Their scene of farewell had not the slightest bit of sorrow to it, because there was third friend present that was really messing with it.
This friend was no more than three chi tall, his baby teeth all freshly grown in. At first glance, there was scant difference between his height and width — were he to encounter a slope, he basically wouldn’t need to spend any energy walking, as he could just roll down it. At this moment, he was holding Nian Dada’s thigh, howling hard enough to fracture his organs and weeping miserably. “Mom… mom, don’t go!”
This little friend had countless ‘moms’, with no distinction between gender and age. One amongst them was the mother that had birthed him, and the rest were all moms that he had come to acknowledge: whoever fed him was whoever he cared to call ‘mom’.
Proprietor Wen covered one of his ears. “Didn’t you say that you came to find someone?” he growled at Nian Dada. “Go find them… ai, think of a way to make this imp quit howling!”
“Go get him candy!” Nian Dada snarled, shredding his throat to do all he could to overpower the cub’s lung-tearing wails.
“Where the fuck am I going to find candy?!” Proprietor Wen asked, after which he angrily went inside, rummaged out a chunk of braised duck neck from the kitchen, then roughly stuffed it into the li’l butterball’s mouth. “Just eat it!”
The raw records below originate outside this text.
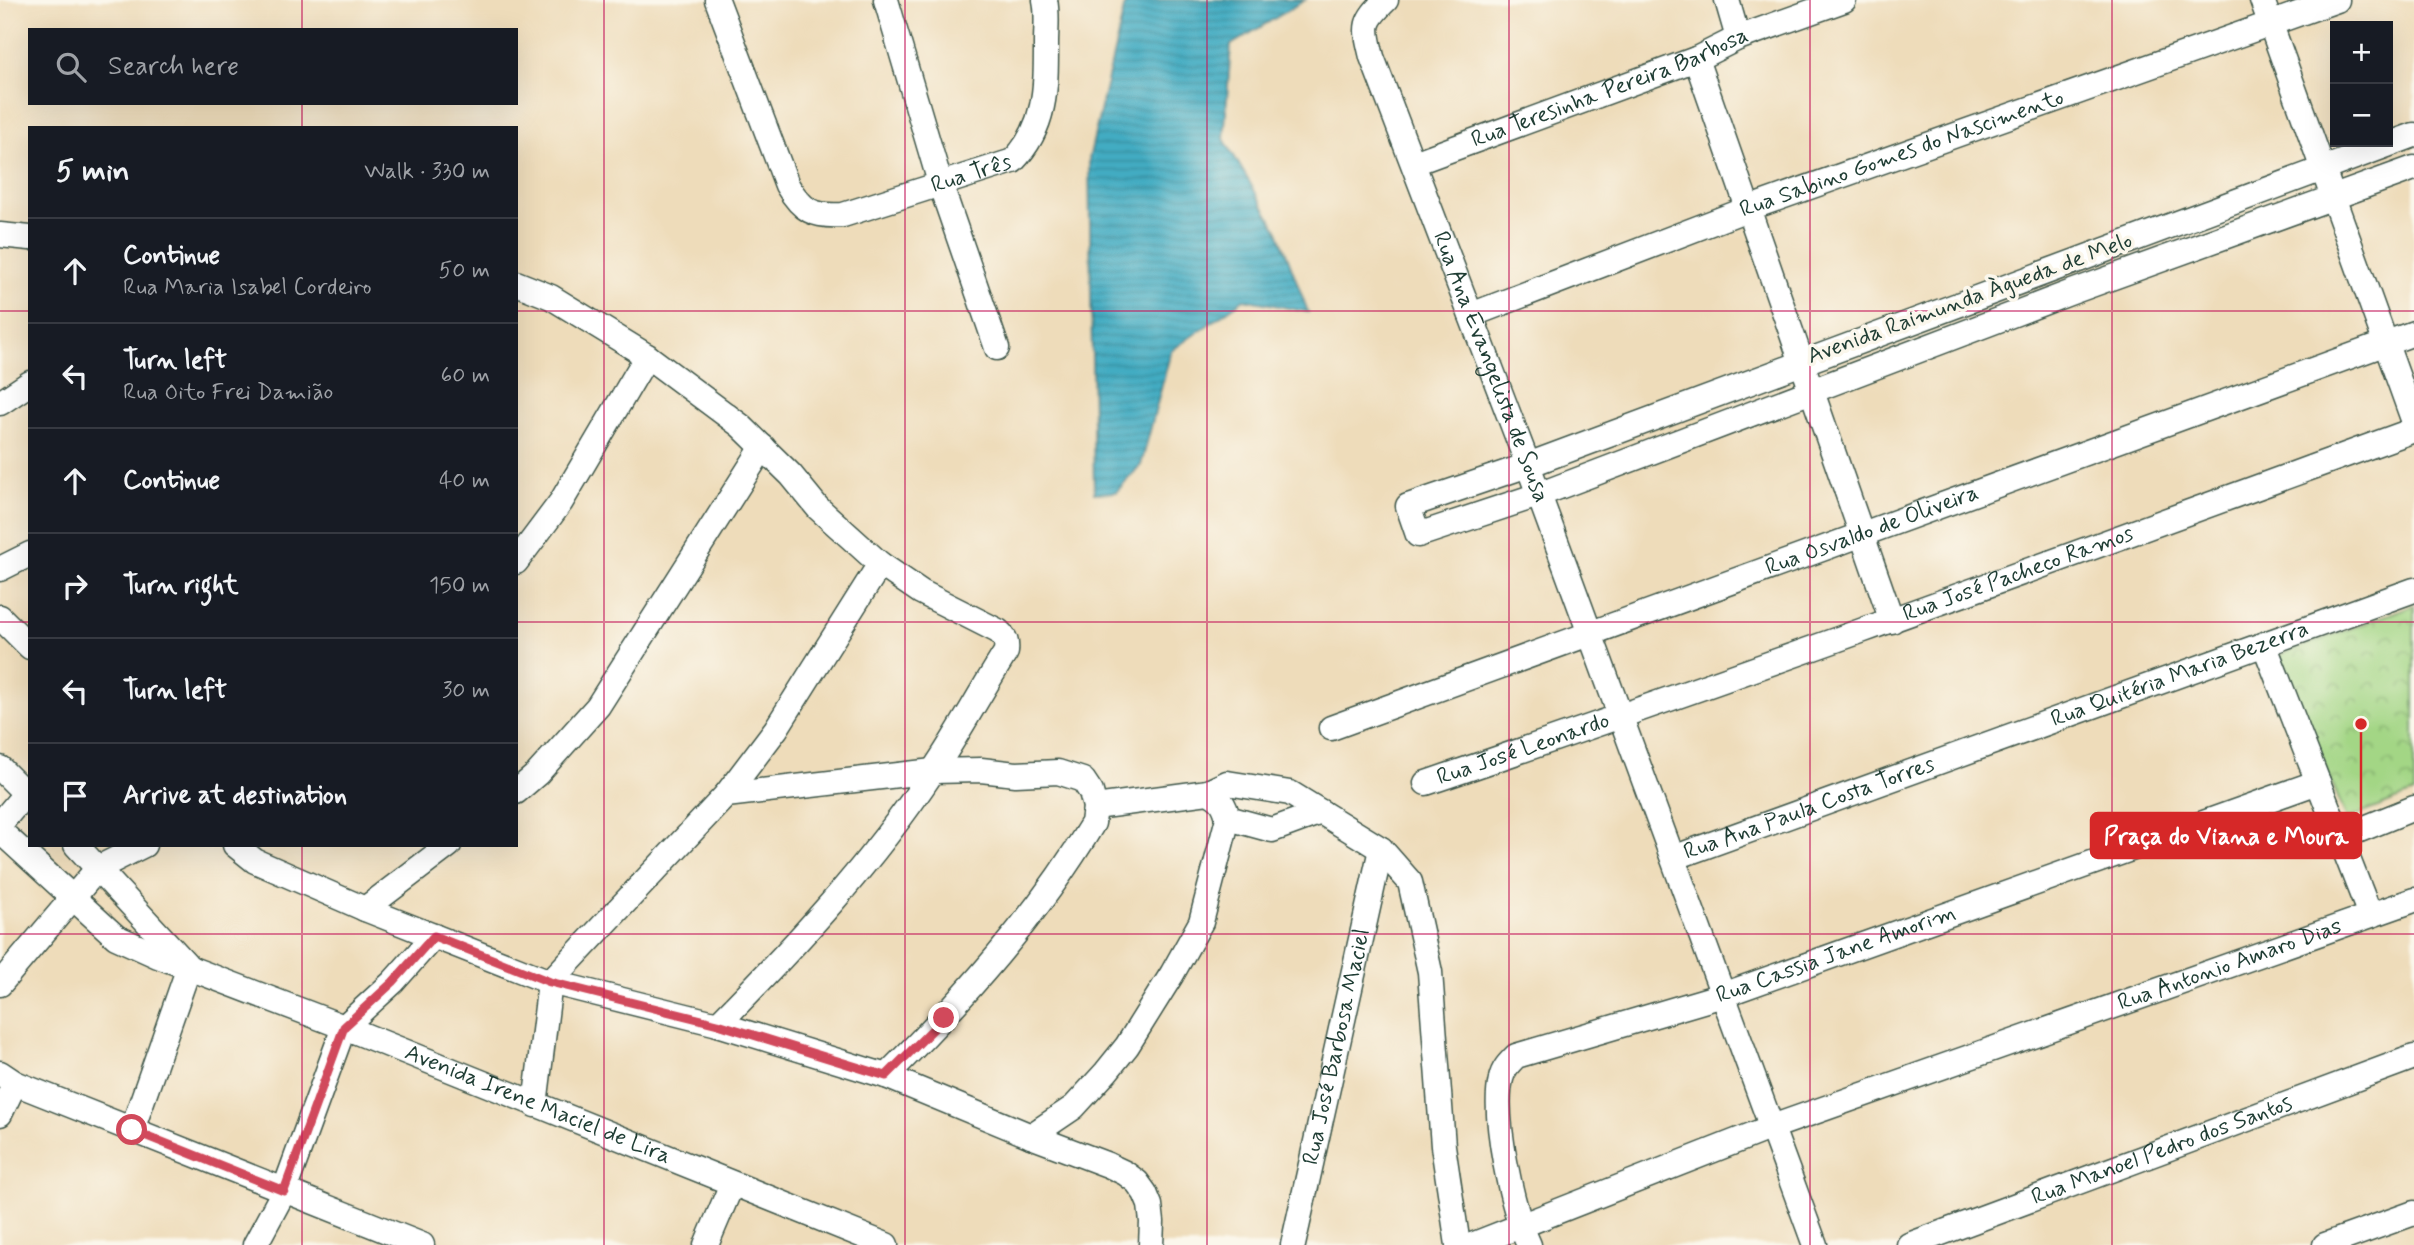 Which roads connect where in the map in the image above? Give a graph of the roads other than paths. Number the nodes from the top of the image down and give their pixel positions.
1 (718, 0) edge
2 (886, 0) edge
3 (1045, 0) edge
4 (1727, 0) edge
5 (1844, 0) edge
6 (2262, 0) edge
7 (2337, 0) edge
8 (1378, 9) edge
9 (2271, 24) junction
10 (1738, 38) junction
11 (1696, 59) junction
12 (2414, 135) edge
13 (1414, 163) junction
14 (2323, 168) junction
15 (2414, 168) edge
16 (941, 186) junction
17 (2333, 197) junction
18 (1750, 208) junction
19 (0, 235) edge
20 (28, 238) edge
21 (2061, 265) junction
22 (518, 284) edge
23 (2072, 292) junction
24 (1471, 315) junction
25 (2414, 332) edge
26 (2386, 343) junction
27 (996, 348) dead end
28 (647, 356) junction
29 (1801, 362) junction
30 (28, 384) edge
31 (1811, 391) junction
32 (0, 403) edge
33 (2414, 422) edge
34 (2414, 430) edge
35 (763, 447) junction
36 (1528, 465) junction
37 (1538, 495) junction
38 (1862, 535) junction
39 (28, 555) edge
40 (518, 559) edge
41 (880, 564) junction
42 (0, 569) edge
43 (2414, 590) edge
44 (0, 617) edge
45 (1892, 621) junction
46 (1591, 635) junction
47 (2264, 644) junction
48 (28, 645) edge
49 (1621, 717) junction
50 (1331, 728) dead end
51 (1945, 760) joint
52 (0, 768) edge
53 (933, 771) junction
54 (2318, 782) junction
55 (1426, 783) dead end
56 (518, 790) edge
57 (1208, 792) junction
58 (27, 796) edge
59 (726, 796) junction
60 (1095, 807) junction
61 (2414, 808) edge
62 (1321, 812) junction
63 (1228, 818) junction
64 (0, 824) edge
65 (0, 831) edge
66 (2340, 838) junction
67 (77, 847) edge
68 (140, 847) edge
69 (238, 847) edge
70 (446, 847) edge
71 (1381, 849) junction
72 (1673, 858) junction
73 (98, 868) junction
74 (73, 898) junction
75 (2414, 900) edge
76 (365, 909) junction
77 (2370, 915) junction
78 (434, 936) junction
79 (189, 967) junction
80 (550, 982) junction
81 (0, 984) edge
82 (1723, 995) junction
83 (718, 1024) junction
84 (344, 1027) junction
85 (2414, 1057) edge
86 (886, 1076) junction
87 (7, 1078) edge
88 (535, 1105) junction
89 (0, 1114) edge
90 (1772, 1127) junction
91 (132, 1130) junction
92 (1031, 1136) junction
93 (732, 1184) junction
94 (284, 1191) junction
95 (2414, 1213) edge
96 (1525, 1236) edge
97 (253, 1243) edge
98 (422, 1245) edge
99 (706, 1245) edge
100 (886, 1245) edge
101 (1151, 1245) edge
102 (1293, 1245) edge
103 (1458, 1245) edge
104 (1472, 1245) edge
105 (1815, 1245) edge
106 (1909, 1245) edge
107 (2325, 1245) edge

1 - 16 street, Rua Três
2 - 16 street
3 - 16 street, Rua Três
4 - 10 street
5 - 10 street, Rua Teresinha Pereira Barbosa
6 - 9 street
7 - 9 street, Rua Sabino Gomes do Nascimento
8 - 13 street, Rua Ana Evangelista de Sousa
9 - 14 street
9 - 18 street, Rua Sabino Gomes do Nascimento
10 - 11 street, Rua Teresinha Pereira Barbosa
11 - 13 street, Rua Teresinha Pereira Barbosa
11 - 18 street
12 - 14 street, Avenida Raimunda Àgueda de Melo
13 - 24 street, Rua Ana Evangelista de Sousa
14 - 17 street
14 - 21 street, Avenida Raimunda Àgueda de Melo
15 - 17 street, Avenida Raimunda Àgueda de Melo
16 - 27 street
17 - 23 street, Avenida Raimunda Àgueda de Melo
17 - 26 street
18 - 24 street, Rua Sabino Gomes do Nascimento
18 - 29 street
19 - 20 street
21 - 23 street
21 - 29 street, Avenida Raimunda Àgueda de Melo
22 - 28 street
23 - 31 street, Avenida Raimunda Àgueda de Melo
24 - 36 street, Rua Ana Evangelista de Sousa
25 - 26 street, Rua Osvaldo de Oliveira
26 - 33 street
26 - 38 street, Rua Osvaldo de Oliveira
28 - 35 street
28 - 40 street
29 - 31 street
29 - 36 street, Avenida Raimunda Àgueda de Melo
30 - 32 street
31 - 37 street, Avenida Raimunda Àgueda de Melo
31 - 38 street
34 - 45 street, Rua José Pacheco Ramos
35 - 41 street
35 - 56 street
36 - 37 street, Rua Ana Evangelista de Sousa
36 - 37 street, Avenida Raimunda Àgueda de Melo
37 - 46 street, Rua Ana Evangelista de Sousa
38 - 45 street
38 - 46 street, Rua Osvaldo de Oliveira
39 - 42 street
41 - 53 street
41 - 59 street
43 - 47 street, Rua Quitéria Maria Bezerra
44 - 48 street
45 - 49 street, Rua José Pacheco Ramos
46 - 49 street, Rua Ana Evangelista de Sousa
46 - 50 street, Rua Osvaldo de Oliveira
47 - 51 street, Rua Quitéria Maria Bezerra
47 - 54 street
49 - 55 street, Rua José Leonardo
49 - 72 street, Rua Ana Evangelista de Sousa
51 - 72 street, Rua Ana Paula Costa Torres
52 - 58 street
53 - 59 street
53 - 60 street
53 - 83 street
54 - 66 street
54 - 82 street, Rua Cassia Jane Amorim
57 - 60 street
57 - 62 street
57 - 63 street
58 - 64 street
59 - 80 street
60 - 86 street
61 - 66 street
62 - 63 street
62 - 71 street
63 - 92 street
65 - 74 street, Avenida Irene Maciel de Lira
66 - 77 street
67 - 73 street
68 - 73 street
69 - 76 street
70 - 76 street
71 - 102 street, Rua José Barbosa Maciel
71 - 103 street
72 - 82 street, Rua Ana Evangelista de Sousa
73 - 74 street
73 - 79 street
74 - 79 street, Avenida Irene Maciel de Lira
74 - 81 street
75 - 77 street, Rua Antonio Amaro Dias
76 - 78 street
77 - 90 street, Rua Antonio Amaro Dias
78 - 80 street
78 - 84 street
79 - 84 street, Avenida Irene Maciel de Lira
79 - 91 street
80 - 83 street
80 - 88 street
82 - 90 street, Rua Ana Evangelista de Sousa
82 - 96 street, Rua Cassia Jane Amorim
83 - 86 street
84 - 88 street, Avenida Irene Maciel de Lira
84 - 94 street
85 - 106 street, Rua Manoel Pedro dos Santos
86 - 92 street
87 - 89 street
87 - 91 street
88 - 93 street, Avenida Irene Maciel de Lira
90 - 96 street, Rua Antonio Amaro Dias
90 - 105 street, Rua Ana Evangelista de Sousa
91 - 94 street
92 - 101 street
93 - 99 street
93 - 100 street, Avenida Irene Maciel de Lira
94 - 97 street
94 - 98 street
95 - 107 street
96 - 104 street, Rua Antonio Amaro Dias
The plump kid gurgled a bit, tasted the flavor, and immediately quit caring about Nian Dada, crouching nearby to peacefully eat.
Proprietor Wen looked at the butterball sourly. “It can’t be him that you were looking for, surely?”
Nian Dada looked ashamed.
“Right. I’ve heard before that you cultivators focus on reincarnation, but this Daoist pal of yours didn’t practice the divine arts of having a huge stomach in his past life, yeah?”
The reincarnated child that practiced divine huge stomach arts grinned carefreely at Proprietor Wen, and his buttcheeks clapped as he ran over in front of him, the duck neck held in his mouth. “Mom!” he crisply called out as he tilted his head back.
“Get out of here,” Proprietor Wen answered blankly.
After that scolding, though, he appeared to suddenly get a bit emotional. “Speaking of reincarnation, ever since I grew thoughtful, I went to all sorts of places, yet all of them felt lacking in something. It wasn’t until I came to the East Sea that it felt like I was coming back home… I heard that a lot of cultivators came and went from this region a hundred years ago. Tell me, would I happen to be the reincarnation of someone?”
Hearing that, Nian Dada tentatively probed, “Do you mean to seek immortality and question the Dao, Proprietor Wen? How about I recommend you—“
“Hey, I was just saying.” Proprietor Wen waved him off, casually petting the top of the butterball’s big bald head. “I feel like even if I do cultivate, I won’t amount to much, and after I study, I’ll still want to open a little inn and be its proprietor, the same as I am now. Cultivators come, cultivators go. It’s all just about as necessary as taking off your pants to fart… alright, I’ll stabilize this great ancestor for you, go on now. May destiny allow us to meet again.”
Nian Dada looked profoundly at the butterball, then ended up saying nothing, leaving by himself.
He had gotten the thought to bring Nian Mingming’s reincarnation with him, but upon seeing that the little boy had no worries for food and clothing all his life, both of his parents, and mingled in the streets like a fish in water, he suddenly felt it to be pointless.
Presumably, in Nian Mingming’s opinion, flying high in the sky might not get him the same kind of happiness he got nibbling on duck neck as he crouched on the ground.